**Problem statement**
Go through the entries below and say how many lines hold the word "ring". Nothing else is needed.

-------- Extracted records

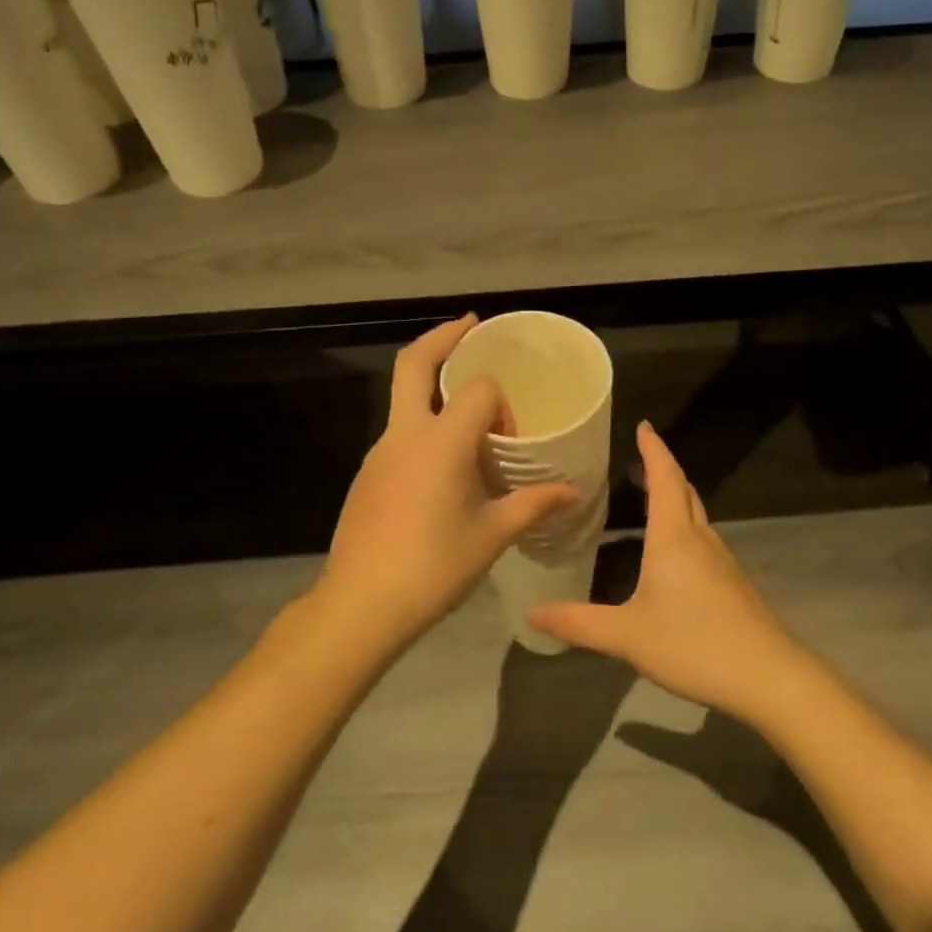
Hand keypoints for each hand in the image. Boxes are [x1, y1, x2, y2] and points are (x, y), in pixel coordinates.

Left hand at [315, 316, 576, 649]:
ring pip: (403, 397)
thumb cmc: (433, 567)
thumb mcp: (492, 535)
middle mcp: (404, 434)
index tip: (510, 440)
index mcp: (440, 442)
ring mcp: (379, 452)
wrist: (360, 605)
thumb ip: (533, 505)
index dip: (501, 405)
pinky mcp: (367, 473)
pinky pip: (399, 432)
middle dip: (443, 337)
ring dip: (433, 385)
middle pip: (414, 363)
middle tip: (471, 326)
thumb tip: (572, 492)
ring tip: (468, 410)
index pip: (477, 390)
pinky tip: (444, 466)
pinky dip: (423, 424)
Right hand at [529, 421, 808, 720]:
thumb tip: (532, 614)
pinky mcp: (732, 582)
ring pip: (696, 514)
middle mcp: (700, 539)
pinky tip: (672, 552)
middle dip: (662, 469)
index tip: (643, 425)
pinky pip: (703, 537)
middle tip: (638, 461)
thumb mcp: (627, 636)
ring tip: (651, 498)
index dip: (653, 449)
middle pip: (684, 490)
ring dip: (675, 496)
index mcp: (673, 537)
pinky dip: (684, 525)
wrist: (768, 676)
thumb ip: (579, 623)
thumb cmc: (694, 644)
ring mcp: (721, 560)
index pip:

----------------

**Solution below**
8